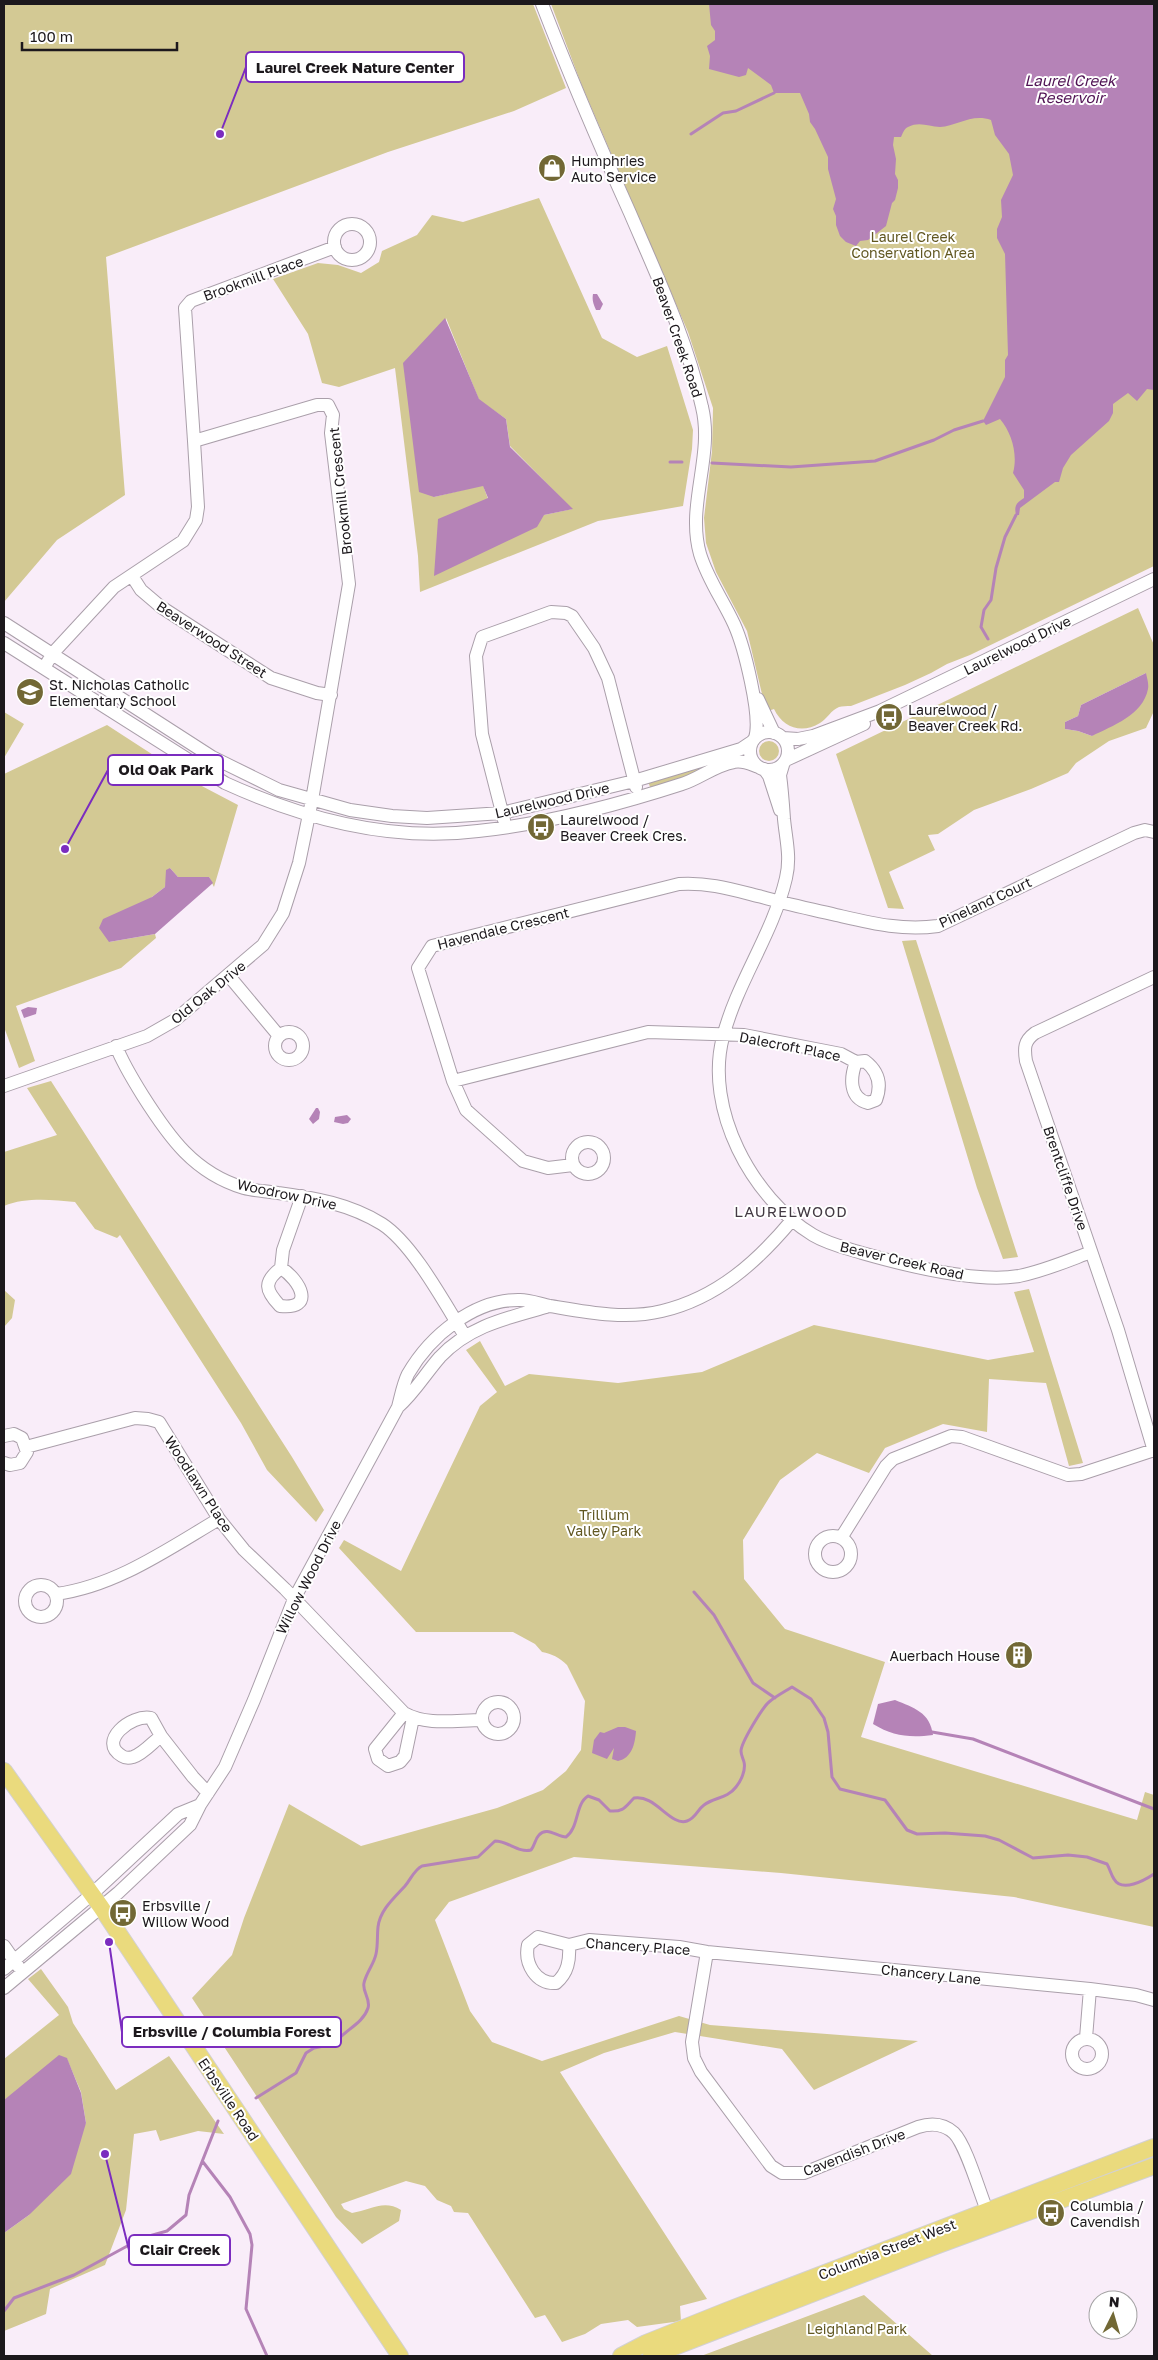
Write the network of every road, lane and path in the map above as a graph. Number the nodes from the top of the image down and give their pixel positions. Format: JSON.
{"nodes":[{"id":1,"x":542,"y":4,"type":"edge"},
{"id":2,"x":335,"y":247,"type":"dead end"},
{"id":3,"x":194,"y":441,"type":"junction"},
{"id":4,"x":132,"y":576,"type":"junction"},
{"id":5,"x":1154,"y":580,"type":"edge"},
{"id":6,"x":4,"y":623,"type":"edge"},
{"id":7,"x":4,"y":643,"type":"edge"},
{"id":8,"x":53,"y":653,"type":"junction"},
{"id":9,"x":44,"y":668,"type":"junction"},
{"id":10,"x":751,"y":681,"type":"junction"},
{"id":11,"x":331,"y":695,"type":"junction"},
{"id":12,"x":880,"y":711,"type":"junction"},
{"id":13,"x":778,"y":735,"type":"junction"},
{"id":14,"x":754,"y":739,"type":"junction"},
{"id":15,"x":785,"y":762,"type":"junction"},
{"id":16,"x":761,"y":768,"type":"junction"},
{"id":17,"x":634,"y":780,"type":"junction"},
{"id":18,"x":639,"y":796,"type":"junction"},
{"id":19,"x":312,"y":800,"type":"junction"},
{"id":20,"x":502,"y":813,"type":"junction"},
{"id":21,"x":308,"y":816,"type":"junction"},
{"id":22,"x":784,"y":820,"type":"junction"},
{"id":23,"x":505,"y":827,"type":"junction"},
{"id":24,"x":1154,"y":832,"type":"edge"},
{"id":25,"x":779,"y":902,"type":"junction"},
{"id":26,"x":229,"y":976,"type":"junction"},
{"id":27,"x":1154,"y":977,"type":"edge"},
{"id":28,"x":723,"y":1035,"type":"junction"},
{"id":29,"x":279,"y":1036,"type":"dead end"},
{"id":30,"x":116,"y":1046,"type":"junction"},
{"id":31,"x":856,"y":1062,"type":"dead end"},
{"id":32,"x":453,"y":1081,"type":"junction"},
{"id":33,"x":4,"y":1086,"type":"edge"},
{"id":34,"x":573,"y":1165,"type":"dead end"},
{"id":35,"x":302,"y":1196,"type":"junction"},
{"id":36,"x":792,"y":1220,"type":"junction"},
{"id":37,"x":1091,"y":1252,"type":"junction"},
{"id":38,"x":281,"y":1268,"type":"dead end"},
{"id":39,"x":548,"y":1306,"type":"junction"},
{"id":40,"x":456,"y":1322,"type":"junction"},
{"id":41,"x":465,"y":1336,"type":"junction"},
{"id":42,"x":398,"y":1407,"type":"junction"},
{"id":43,"x":4,"y":1436,"type":"edge"},
{"id":44,"x":26,"y":1446,"type":"junction"},
{"id":45,"x":1154,"y":1450,"type":"edge"},
{"id":46,"x":4,"y":1463,"type":"edge"},
{"id":47,"x":219,"y":1519,"type":"junction"},
{"id":48,"x":841,"y":1538,"type":"dead end"},
{"id":49,"x":56,"y":1594,"type":"dead end"},
{"id":50,"x":294,"y":1599,"type":"junction"},
{"id":51,"x":482,"y":1720,"type":"dead end"},
{"id":52,"x":161,"y":1736,"type":"dead end"},
{"id":53,"x":4,"y":1771,"type":"edge"},
{"id":54,"x":208,"y":1793,"type":"junction"},
{"id":55,"x":96,"y":1900,"type":"junction"},
{"id":56,"x":569,"y":1945,"type":"dead end"},
{"id":57,"x":4,"y":1946,"type":"edge"},
{"id":58,"x":707,"y":1952,"type":"junction"},
{"id":59,"x":9,"y":1964,"type":"edge"},
{"id":60,"x":22,"y":1972,"type":"junction"},
{"id":61,"x":4,"y":1988,"type":"edge"},
{"id":62,"x":1090,"y":1990,"type":"junction"},
{"id":63,"x":1154,"y":2000,"type":"edge"},
{"id":64,"x":1086,"y":2038,"type":"dead end"},
{"id":65,"x":1154,"y":2147,"type":"edge"},
{"id":66,"x":1154,"y":2166,"type":"edge"},
{"id":67,"x":990,"y":2218,"type":"junction"},
{"id":68,"x":400,"y":2356,"type":"edge"},
{"id":69,"x":621,"y":2356,"type":"edge"},
{"id":70,"x":651,"y":2356,"type":"edge"}],
"edges":[{"from":1,"to":10,"type":"street","name":"Beaver Creek Road"},
{"from":2,"to":3,"type":"street","name":"Brookmill Place"},
{"from":3,"to":4,"type":"street"},
{"from":3,"to":11,"type":"street","name":"Brookmill Crescent"},
{"from":4,"to":8,"type":"street"},
{"from":4,"to":11,"type":"street","name":"Beaverwood Street"},
{"from":5,"to":12,"type":"street","name":"Laurelwood Drive"},
{"from":6,"to":8,"type":"street","name":"Laurelwood Drive"},
{"from":7,"to":9,"type":"street","name":"Laurelwood Drive"},
{"from":8,"to":9,"type":"street"},
{"from":8,"to":19,"type":"street","name":"Laurelwood Drive"},
{"from":9,"to":21,"type":"street","name":"Laurelwood Drive"},
{"from":10,"to":13,"type":"street","name":"Beaver Creek Road"},
{"from":10,"to":14,"type":"street","name":"Beaver Creek Road"},
{"from":11,"to":19,"type":"street","name":"Brookmill Crescent"},
{"from":12,"to":13,"type":"street","name":"Laurelwood Drive"},
{"from":12,"to":15,"type":"street","name":"Laurelwood Drive"},
{"from":13,"to":14,"type":"street"},
{"from":13,"to":15,"type":"street"},
{"from":14,"to":16,"type":"street"},
{"from":14,"to":17,"type":"street","name":"Laurelwood Drive"},
{"from":15,"to":16,"type":"street"},
{"from":15,"to":22,"type":"street","name":"Beaver Creek Road"},
{"from":16,"to":18,"type":"street","name":"Laurelwood Drive"},
{"from":16,"to":22,"type":"street","name":"Beaver Creek Road"},
{"from":17,"to":18,"type":"street"},
{"from":17,"to":20,"type":"street","name":"Laurelwood Drive"},
{"from":17,"to":20,"type":"street"},
{"from":18,"to":23,"type":"street","name":"Laurelwood Drive"},
{"from":19,"to":20,"type":"street","name":"Laurelwood Drive"},
{"from":19,"to":21,"type":"street","name":"Old Oak Drive"},
{"from":20,"to":23,"type":"street"},
{"from":21,"to":23,"type":"street","name":"Laurelwood Drive"},
{"from":21,"to":26,"type":"street","name":"Old Oak Drive"},
{"from":22,"to":25,"type":"street","name":"Beaver Creek Road"},
{"from":24,"to":25,"type":"street","name":"Pineland Court"},
{"from":25,"to":28,"type":"street","name":"Beaver Creek Road"},
{"from":25,"to":32,"type":"street","name":"Havendale Crescent"},
{"from":26,"to":29,"type":"street"},
{"from":26,"to":30,"type":"street","name":"Old Oak Drive"},
{"from":27,"to":37,"type":"street","name":"Brentcliffe Drive"},
{"from":28,"to":31,"type":"street","name":"Dalecroft Place"},
{"from":28,"to":32,"type":"street"},
{"from":28,"to":36,"type":"street","name":"Beaver Creek Road"},
{"from":30,"to":33,"type":"street","name":"Old Oak Drive"},
{"from":30,"to":35,"type":"street","name":"Woodrow Drive"},
{"from":32,"to":34,"type":"street","name":"Havendale Crescent"},
{"from":35,"to":38,"type":"street"},
{"from":35,"to":40,"type":"street","name":"Woodrow Drive"},
{"from":36,"to":37,"type":"street","name":"Beaver Creek Road"},
{"from":36,"to":39,"type":"street","name":"Willow Wood Drive"},
{"from":37,"to":45,"type":"street","name":"Brentcliffe Drive"},
{"from":39,"to":40,"type":"street","name":"Willow Wood Drive"},
{"from":39,"to":41,"type":"street","name":"Willow Wood Drive"},
{"from":40,"to":41,"type":"street","name":"Woodrow Drive"},
{"from":40,"to":42,"type":"street","name":"Willow Wood Drive"},
{"from":41,"to":42,"type":"street","name":"Willow Wood Drive"},
{"from":42,"to":50,"type":"street","name":"Willow Wood Drive"},
{"from":43,"to":44,"type":"street"},
{"from":44,"to":46,"type":"street"},
{"from":44,"to":47,"type":"street","name":"Woodlawn Place"},
{"from":45,"to":48,"type":"street"},
{"from":47,"to":49,"type":"street"},
{"from":47,"to":50,"type":"street","name":"Woodlawn Place"},
{"from":50,"to":51,"type":"street","name":"Woodlawn Place"},
{"from":50,"to":54,"type":"street","name":"Willow Wood Drive"},
{"from":52,"to":54,"type":"street"},
{"from":53,"to":55,"type":"main road","name":"Erbsville Road"},
{"from":54,"to":55,"type":"street","name":"Willow Wood Drive"},
{"from":55,"to":59,"type":"street"},
{"from":55,"to":60,"type":"street"},
{"from":55,"to":68,"type":"main road","name":"Erbsville Road"},
{"from":56,"to":58,"type":"street","name":"Chancery Place"},
{"from":57,"to":59,"type":"street"},
{"from":58,"to":62,"type":"street","name":"Chancery Lane"},
{"from":58,"to":67,"type":"street","name":"Cavendish Drive"},
{"from":59,"to":60,"type":"street"},
{"from":60,"to":61,"type":"street"},
{"from":62,"to":63,"type":"street","name":"Chancery Lane"},
{"from":62,"to":64,"type":"street"},
{"from":65,"to":67,"type":"main road","name":"Columbia Street West"},
{"from":66,"to":67,"type":"main road","name":"Columbia Street West"},
{"from":67,"to":69,"type":"main road","name":"Columbia Street West"},
{"from":67,"to":70,"type":"main road","name":"Columbia Street West"}]}
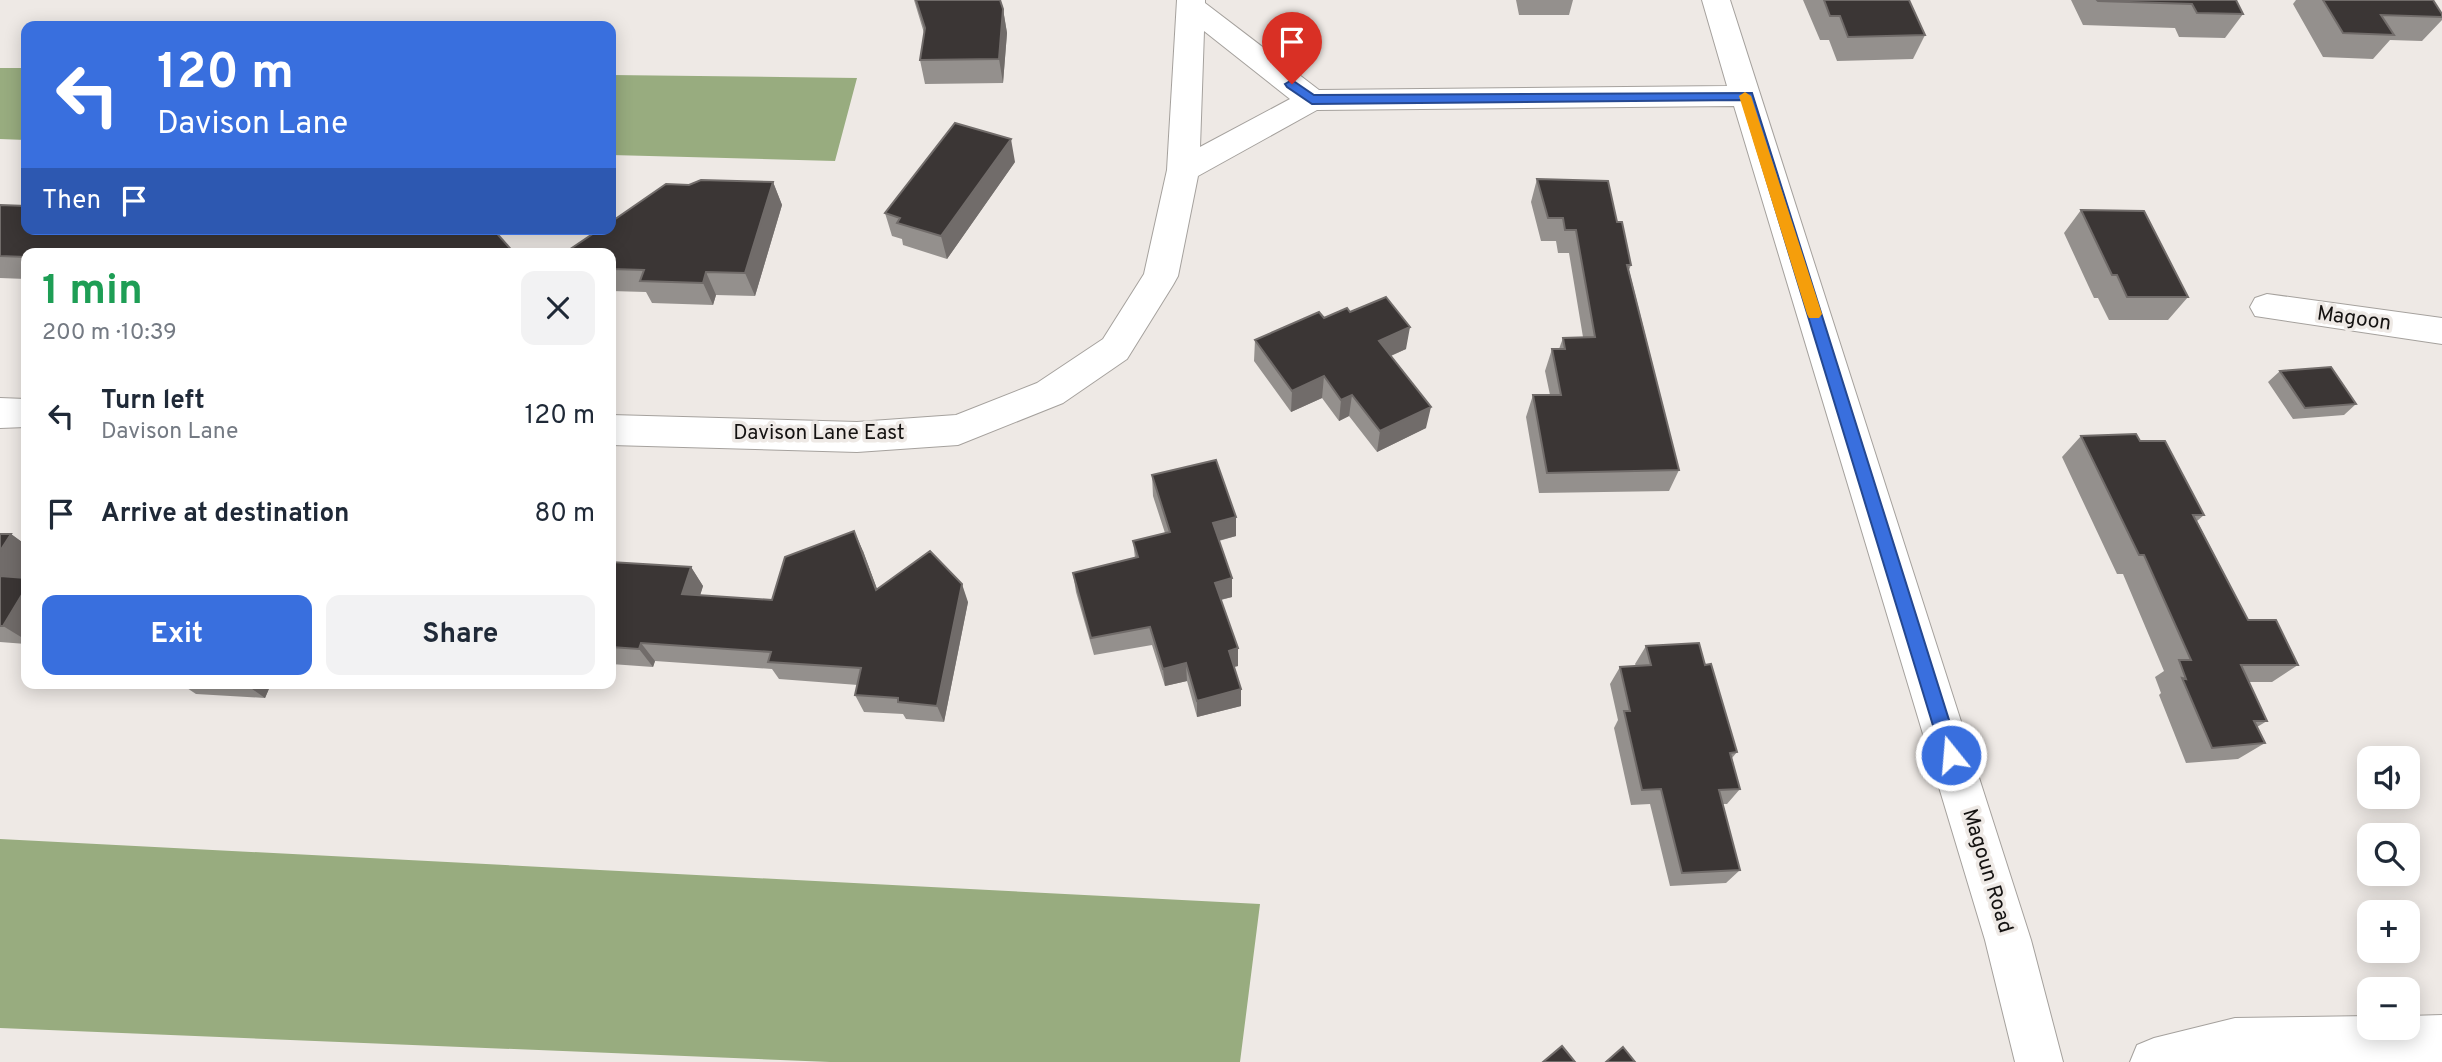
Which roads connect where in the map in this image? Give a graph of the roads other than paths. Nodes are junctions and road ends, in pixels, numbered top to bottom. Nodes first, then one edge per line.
1 (1716, 0) edge
2 (1191, 3) edge
3 (1747, 96) junction
4 (1312, 100) junction
5 (1183, 170) junction
6 (2267, 307) dead end
7 (2442, 331) edge
8 (0, 413) edge
9 (21, 414) edge
10 (616, 430) edge
11 (2442, 1039) edge
12 (2039, 1062) edge
13 (2154, 1062) edge

1 - 3 street, Magoun Road
2 - 4 street
2 - 5 street, Davison Lane East
3 - 4 street
3 - 12 street, Magoun Road
4 - 5 street
5 - 10 street, Davison Lane East
6 - 7 street, Magoon
8 - 9 street
11 - 13 street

### TO DO
Show me every line of the entries above that holds "Davison".

### TASK ANSWER
2 - 5 street, Davison Lane East
5 - 10 street, Davison Lane East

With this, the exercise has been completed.